• [Task brief]: Repeat the listing exactly. Do not carry over any pictures.

════

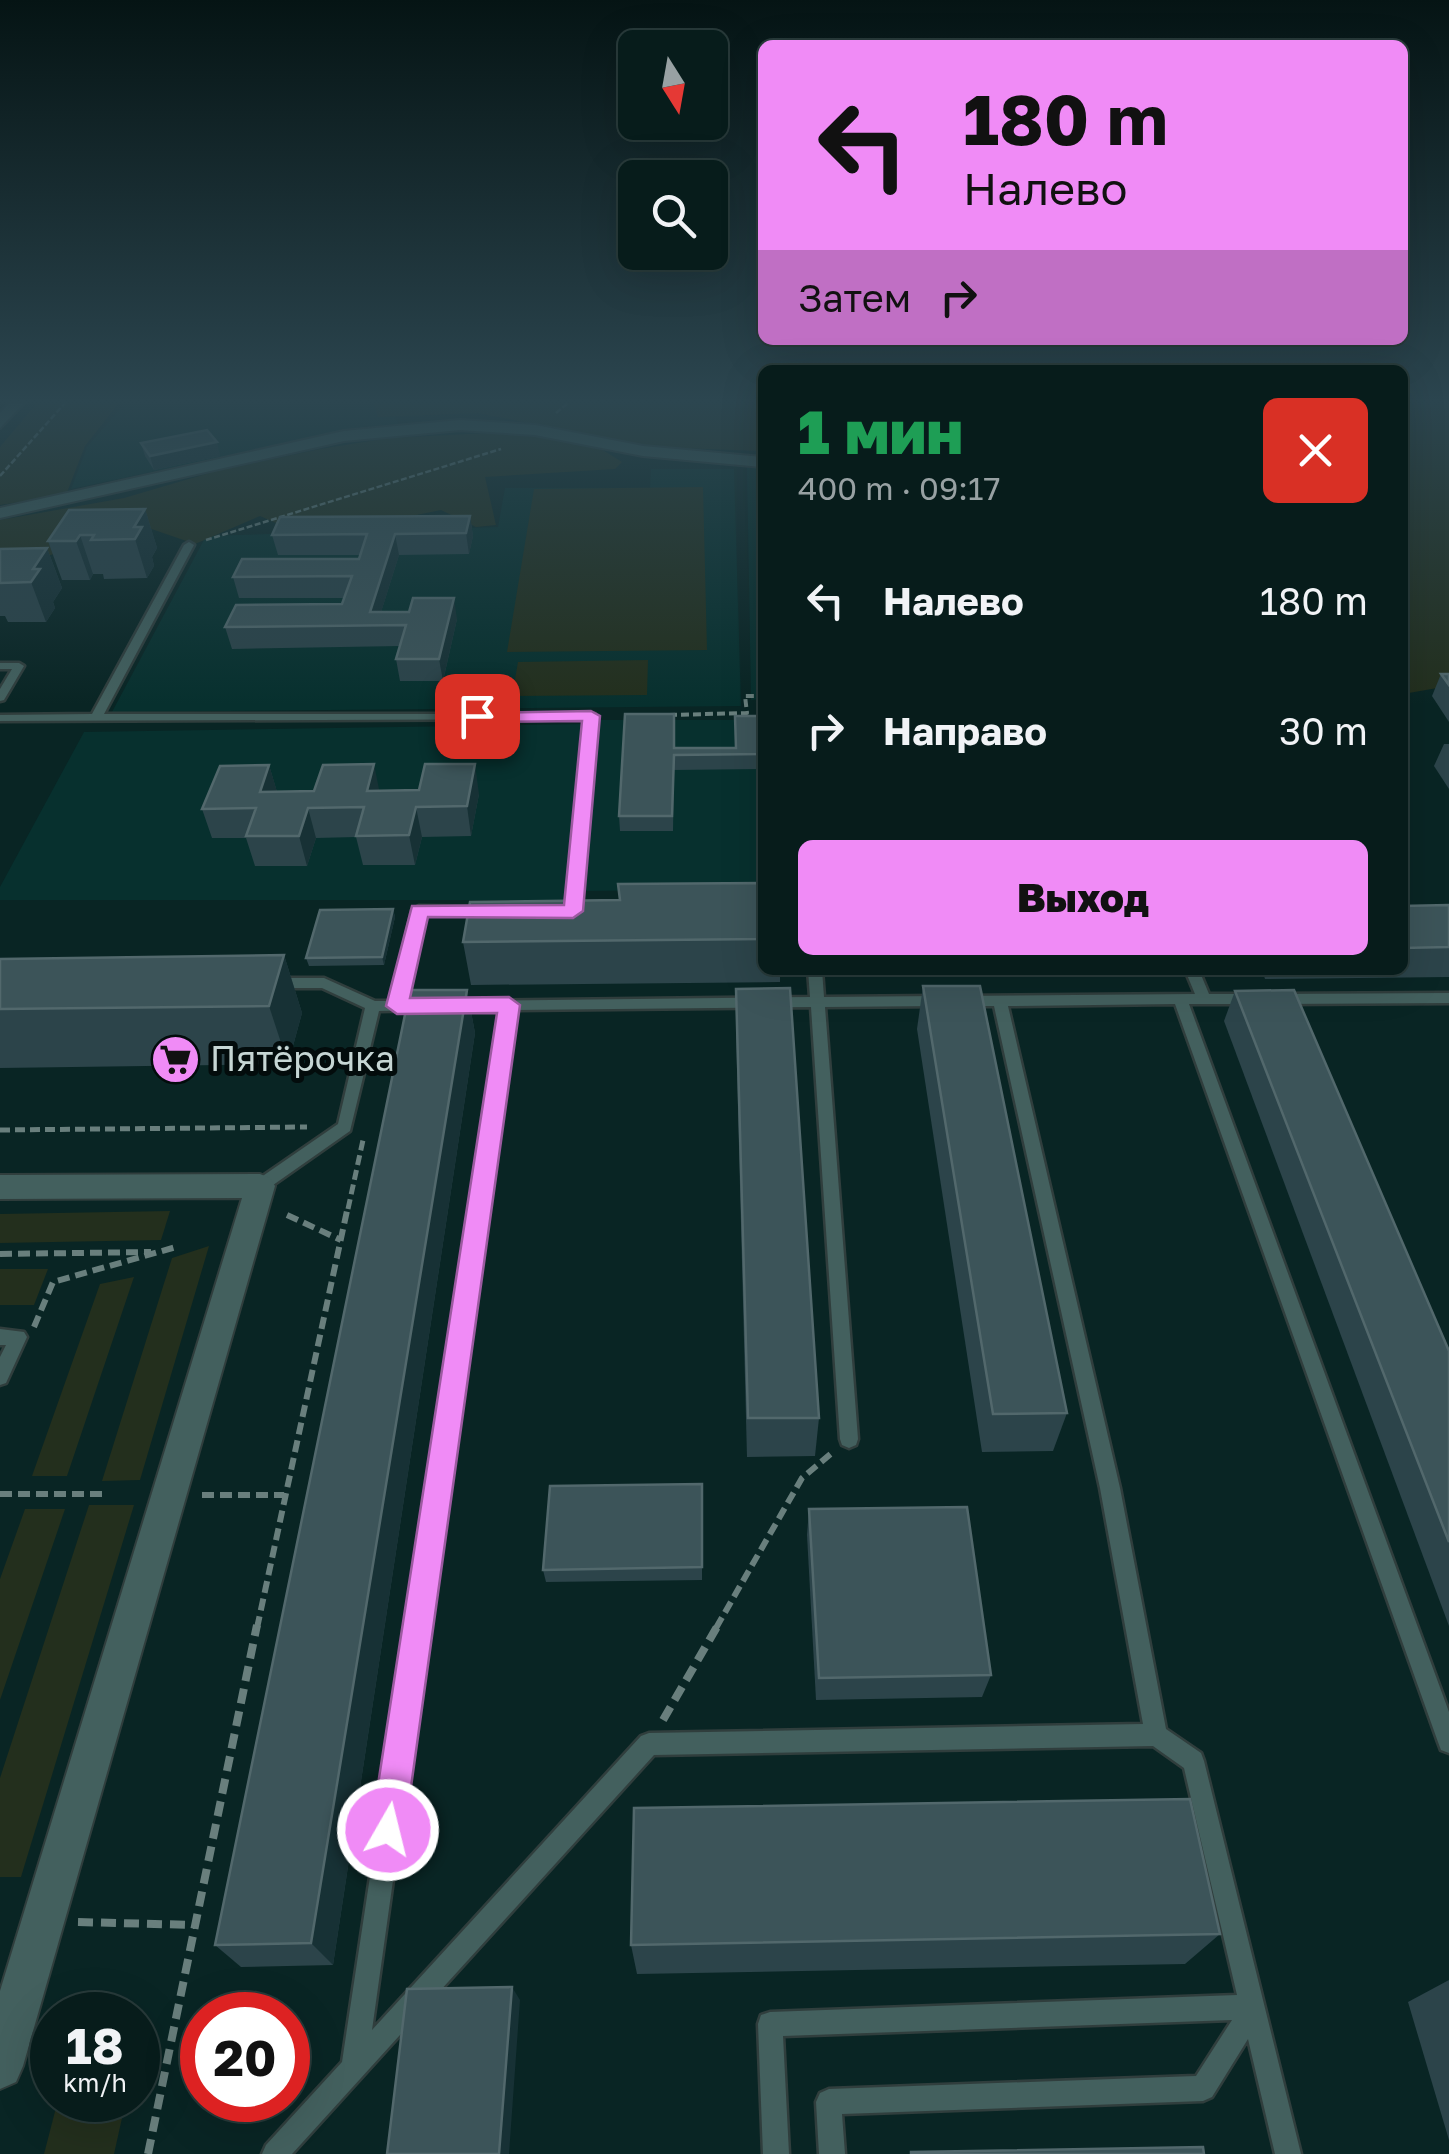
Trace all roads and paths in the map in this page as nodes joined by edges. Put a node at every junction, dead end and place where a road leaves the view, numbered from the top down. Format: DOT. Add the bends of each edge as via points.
graph roads {
  1 [pos="42,504"];
  2 [pos="327,504"];
  3 [pos="0,513"];
  4 [pos="189,545"];
  5 [pos="0,666"];
  6 [pos="758,696"];
  7 [pos="0,698"];
  8 [pos="669,714"];
  9 [pos="0,718"];
  10 [pos="96,718"];
  11 [pos="496,911"];
  12 [pos="554,911"];
  13 [pos="573,911"];
  14 [pos="592,911"];
  15 [pos="816,975"];
  16 [pos="1194,975"];
  17 [pos="248,983"];
  18 [pos="1449,998"];
  19 [pos="1204,999"];
  20 [pos="1180,1000"];
  21 [pos="1000,1001"];
  22 [pos="820,1002"];
  23 [pos="509,1005"];
  24 [pos="373,1006"];
  25 [pos="397,1006"];
  26 [pos="346,1127"];
  27 [pos="0,1130"];
  28 [pos="260,1186"];
  29 [pos="0,1187"];
  30 [pos="287,1215"];
  31 [pos="341,1240"];
  32 [pos="176,1247"];
  33 [pos="159,1252"];
  34 [pos="0,1254"];
  35 [pos="40,1313"];
  36 [pos="0,1336"];
  37 [pos="0,1377"];
  38 [pos="849,1439"];
  39 [pos="0,1494"];
  40 [pos="108,1494"];
  41 [pos="199,1495"];
  42 [pos="284,1495"];
  43 [pos="1156,1736"];
  44 [pos="1449,1742"];
  45 [pos="649,1744"];
  46 [pos="42,1921"];
  47 [pos="195,1925"];
  48 [pos="1254,2007"];
  49 [pos="0,2066"];
  50 [pos="354,2066"];
  51 [pos="148,2154"];
  52 [pos="274,2154"];
  53 [pos="776,2154"];
  54 [pos="832,2154"];
  55 [pos="1288,2154"];
  1 -- 3 [label="street"];
  2 -- 4 [label="path"];
  4 -- 10 [label="lane"];
  5 -- 7 [label="lane" via="19,666"];
  6 -- 8 [label="path" via="746,696 747,713"];
  9 -- 10 [label="lane"];
  10 -- 13 [label="lane" via="591,716"];
  11 -- 25 [label="lane" via="420,910"];
  12 -- 13 [label="lane"];
  13 -- 14 [label="lane"];
  15 -- 22 [label="lane"];
  16 -- 19 [label="lane"];
  17 -- 24 [label="lane" via="324,984"];
  18 -- 19 [label="lane"];
  19 -- 20 [label="lane"];
  20 -- 21 [label="lane"];
  20 -- 44 [label="lane"];
  21 -- 22 [label="lane"];
  21 -- 43 [label="lane" via="1110,1488"];
  22 -- 23 [label="lane"];
  22 -- 38 [label="lane"];
  23 -- 25 [label="lane"];
  23 -- 50 [label="lane"];
  24 -- 25 [label="lane"];
  24 -- 26 [label="lane"];
  26 -- 27 [label="path"];
  26 -- 28 [label="lane"];
  26 -- 31 [label="path" via="366,1126"];
  28 -- 29 [label="street"];
  28 -- 46 [label="street"];
  30 -- 31 [label="path"];
  31 -- 42 [label="path"];
  32 -- 33 [label="path"];
  33 -- 34 [label="path"];
  33 -- 35 [label="path" via="53,1282"];
  36 -- 37 [label="lane" via="18,1336"];
  38 -- 45 [label="path" via="802,1478"];
  39 -- 40 [label="path"];
  41 -- 42 [label="path"];
  42 -- 47 [label="path"];
  43 -- 45 [label="lane"];
  43 -- 48 [label="lane" via="1193,1761"];
  45 -- 50 [label="lane"];
  46 -- 47 [label="path"];
  46 -- 49 [label="street"];
  47 -- 51 [label="path"];
  48 -- 53 [label="lane" via="770,2024"];
  48 -- 54 [label="lane" via="1203,2088 829,2102"];
  48 -- 55 [label="lane"];
  50 -- 52 [label="lane"];
}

════

• [Answer for the task]:
Trace all roads and paths in the map in this page as nodes joined by edges. Put a node at every junction, dead end and place where a road leaves the view, numbered from the top down. Format: DOT. Add the bends of each edge as via points.
graph roads {
  1 [pos="42,504"];
  2 [pos="327,504"];
  3 [pos="0,513"];
  4 [pos="189,545"];
  5 [pos="0,666"];
  6 [pos="758,696"];
  7 [pos="0,698"];
  8 [pos="669,714"];
  9 [pos="0,718"];
  10 [pos="96,718"];
  11 [pos="496,911"];
  12 [pos="554,911"];
  13 [pos="573,911"];
  14 [pos="592,911"];
  15 [pos="816,975"];
  16 [pos="1194,975"];
  17 [pos="248,983"];
  18 [pos="1449,998"];
  19 [pos="1204,999"];
  20 [pos="1180,1000"];
  21 [pos="1000,1001"];
  22 [pos="820,1002"];
  23 [pos="509,1005"];
  24 [pos="373,1006"];
  25 [pos="397,1006"];
  26 [pos="346,1127"];
  27 [pos="0,1130"];
  28 [pos="260,1186"];
  29 [pos="0,1187"];
  30 [pos="287,1215"];
  31 [pos="341,1240"];
  32 [pos="176,1247"];
  33 [pos="159,1252"];
  34 [pos="0,1254"];
  35 [pos="40,1313"];
  36 [pos="0,1336"];
  37 [pos="0,1377"];
  38 [pos="849,1439"];
  39 [pos="0,1494"];
  40 [pos="108,1494"];
  41 [pos="199,1495"];
  42 [pos="284,1495"];
  43 [pos="1156,1736"];
  44 [pos="1449,1742"];
  45 [pos="649,1744"];
  46 [pos="42,1921"];
  47 [pos="195,1925"];
  48 [pos="1254,2007"];
  49 [pos="0,2066"];
  50 [pos="354,2066"];
  51 [pos="148,2154"];
  52 [pos="274,2154"];
  53 [pos="776,2154"];
  54 [pos="832,2154"];
  55 [pos="1288,2154"];
  1 -- 3 [label="street"];
  2 -- 4 [label="path"];
  4 -- 10 [label="lane"];
  5 -- 7 [label="lane" via="19,666"];
  6 -- 8 [label="path" via="746,696 747,713"];
  9 -- 10 [label="lane"];
  10 -- 13 [label="lane" via="591,716"];
  11 -- 25 [label="lane" via="420,910"];
  12 -- 13 [label="lane"];
  13 -- 14 [label="lane"];
  15 -- 22 [label="lane"];
  16 -- 19 [label="lane"];
  17 -- 24 [label="lane" via="324,984"];
  18 -- 19 [label="lane"];
  19 -- 20 [label="lane"];
  20 -- 21 [label="lane"];
  20 -- 44 [label="lane"];
  21 -- 22 [label="lane"];
  21 -- 43 [label="lane" via="1110,1488"];
  22 -- 23 [label="lane"];
  22 -- 38 [label="lane"];
  23 -- 25 [label="lane"];
  23 -- 50 [label="lane"];
  24 -- 25 [label="lane"];
  24 -- 26 [label="lane"];
  26 -- 27 [label="path"];
  26 -- 28 [label="lane"];
  26 -- 31 [label="path" via="366,1126"];
  28 -- 29 [label="street"];
  28 -- 46 [label="street"];
  30 -- 31 [label="path"];
  31 -- 42 [label="path"];
  32 -- 33 [label="path"];
  33 -- 34 [label="path"];
  33 -- 35 [label="path" via="53,1282"];
  36 -- 37 [label="lane" via="18,1336"];
  38 -- 45 [label="path" via="802,1478"];
  39 -- 40 [label="path"];
  41 -- 42 [label="path"];
  42 -- 47 [label="path"];
  43 -- 45 [label="lane"];
  43 -- 48 [label="lane" via="1193,1761"];
  45 -- 50 [label="lane"];
  46 -- 47 [label="path"];
  46 -- 49 [label="street"];
  47 -- 51 [label="path"];
  48 -- 53 [label="lane" via="770,2024"];
  48 -- 54 [label="lane" via="1203,2088 829,2102"];
  48 -- 55 [label="lane"];
  50 -- 52 [label="lane"];
}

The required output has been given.